▶ [Your goal]:
What lines below include the string "road"? Pick them out and copy them.

▶ [Supplied entries]:
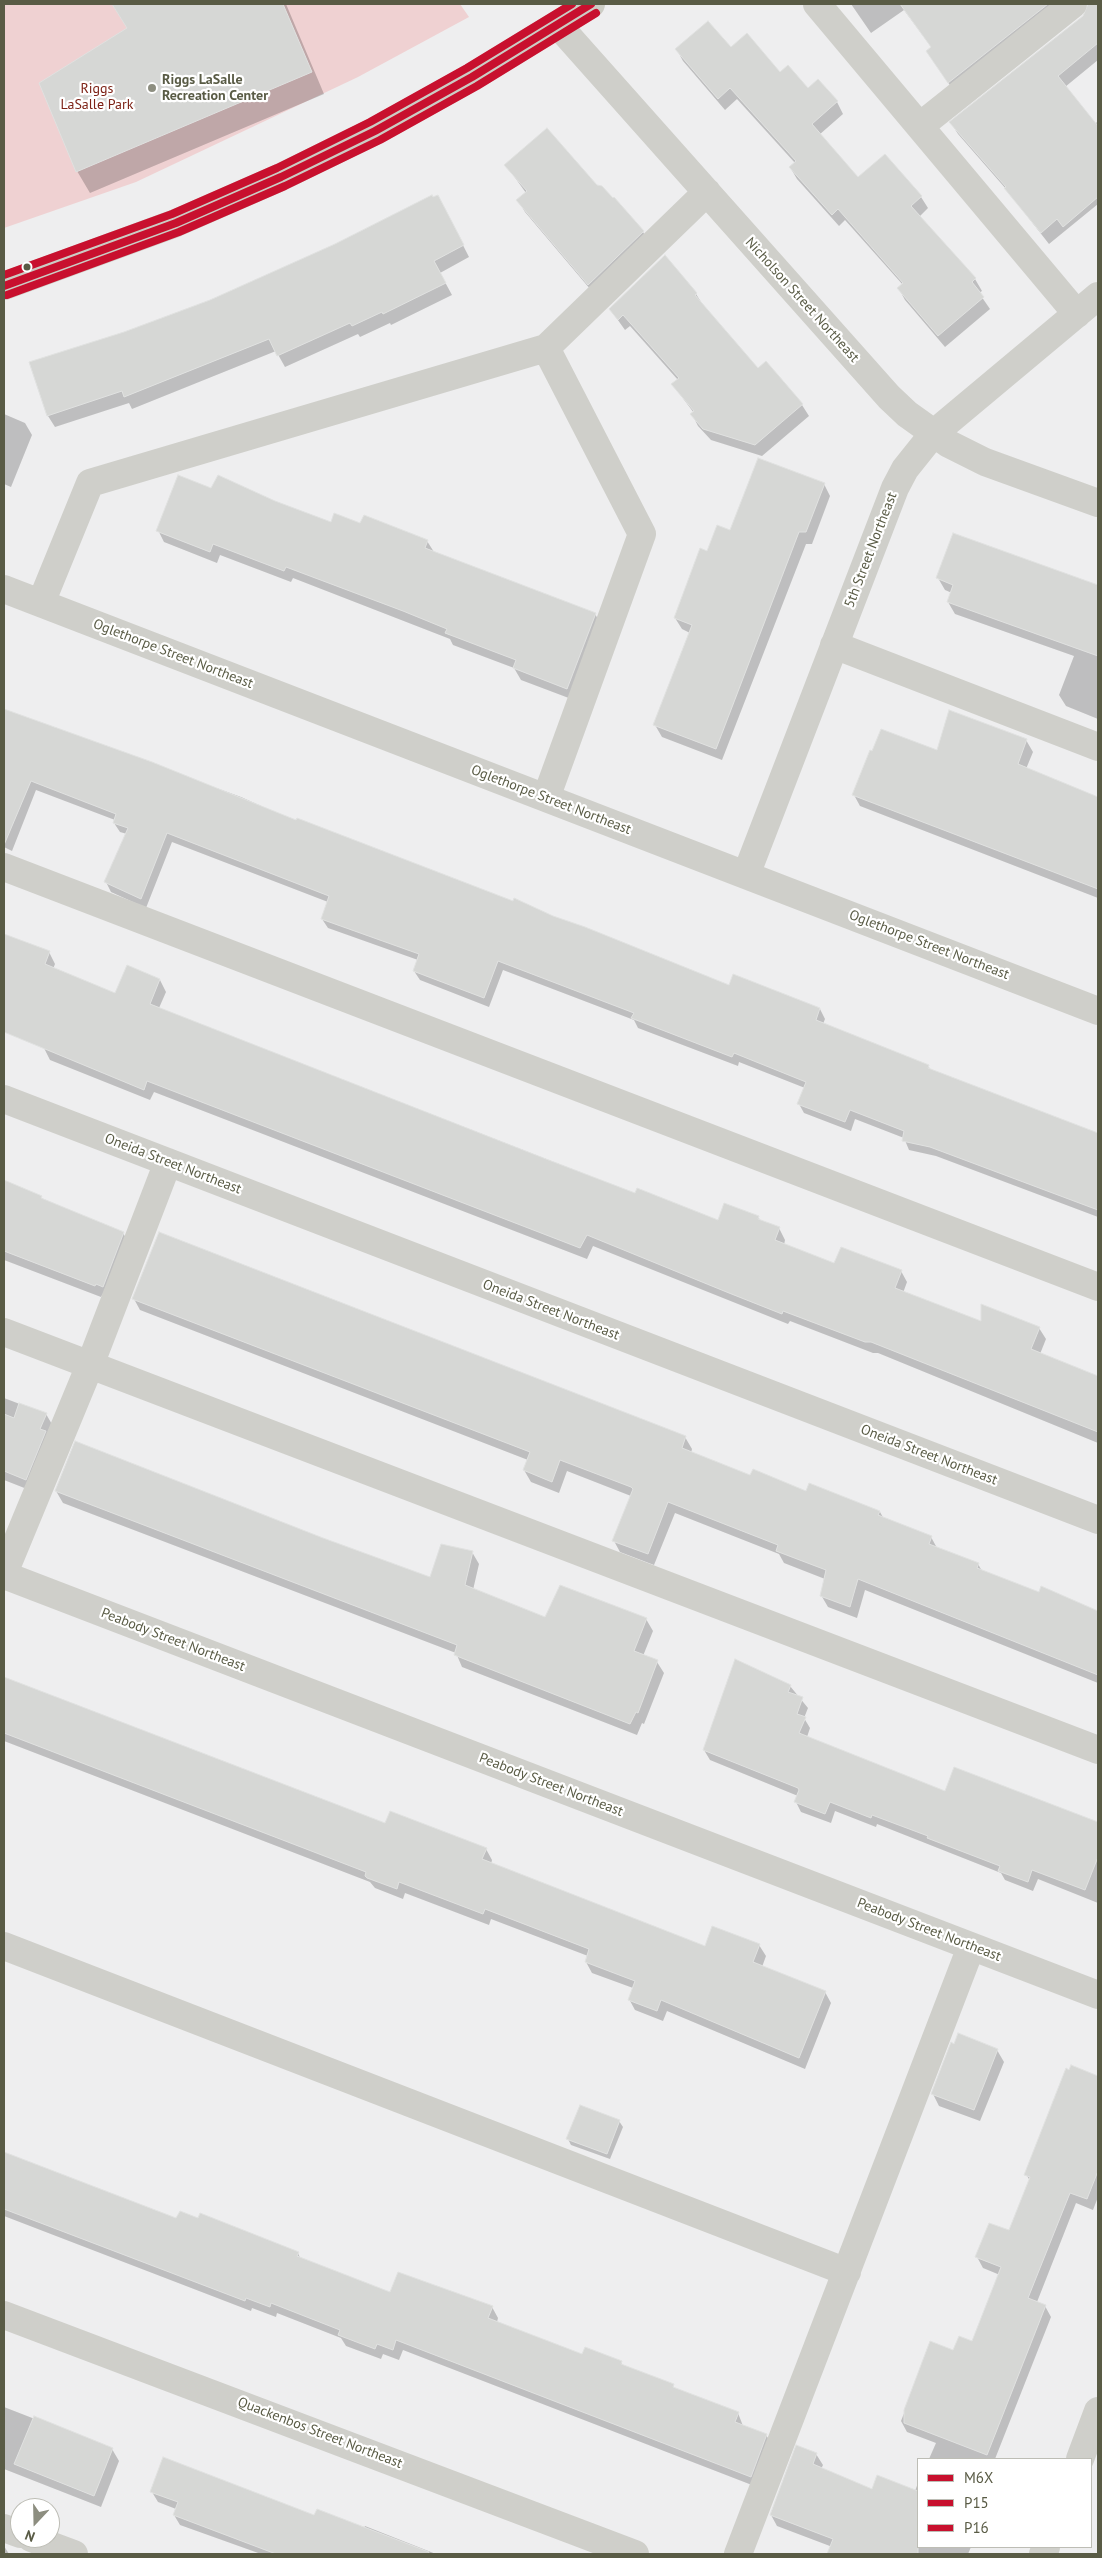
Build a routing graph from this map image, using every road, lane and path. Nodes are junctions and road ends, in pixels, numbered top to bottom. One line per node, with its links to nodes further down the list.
1 (591, 4): 4 (main road)
2 (817, 4): 5 (street)
3 (1073, 4): 5 (street)
4 (558, 25): 6 (street, Nicholson Street Northeast); 7 (main road)
5 (920, 126): 9 (street)
6 (707, 192): 10 (street); 11 (street, Nicholson Street Northeast)
7 (4, 286)
8 (1098, 296): 9 (street, 5th Street Northeast)
9 (1077, 314): 11 (street, 5th Street Northeast)
10 (546, 348): 14 (street); 17 (street)
11 (933, 434): 12 (street, Nicholson Street Northeast); 15 (street, 5th Street Northeast)
12 (1098, 503)
13 (4, 589): 14 (street, Oglethorpe Street Northeast)
14 (41, 603): 17 (street, Oglethorpe Street Northeast)
15 (834, 645): 16 (street); 19 (street, 5th Street Northeast)
16 (1098, 747)
17 (546, 798): 19 (street, Oglethorpe Street Northeast)
18 (4, 867): 23 (street)
19 (746, 875): 20 (street, Oglethorpe Street Northeast)
20 (1098, 1011)
21 (4, 1099): 22 (street, Oneida Street Northeast)
22 (168, 1162): 25 (street); 26 (street, Oneida Street Northeast)
23 (1098, 1287)
24 (4, 1332): 25 (street)
25 (90, 1365): 27 (street); 28 (street)
26 (1098, 1520)
27 (4, 1574): 30 (street, Peabody Street Northeast)
28 (1098, 1750)
29 (4, 1946): 32 (street)
30 (971, 1947): 31 (street, Peabody Street Northeast); 32 (street)
31 (1098, 1996)
32 (846, 2272): 39 (street)
33 (4, 2315): 38 (street, Quackenbos Street Northeast)
34 (1098, 2411): 35 (street)
35 (1080, 2458)
36 (58, 2548): 37 (street)
37 (74, 2554)
38 (635, 2554)
39 (738, 2554)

▶ [Task answer]:
Build a routing graph from this map image, using every road, lane and path. Nodes are junctions and road ends, in pixels, numbered top to bottom. One line per node, with its links to nodes further down the list.
1 (591, 4): 4 (main road)
4 (558, 25): 6 (street, Nicholson Street Northeast); 7 (main road)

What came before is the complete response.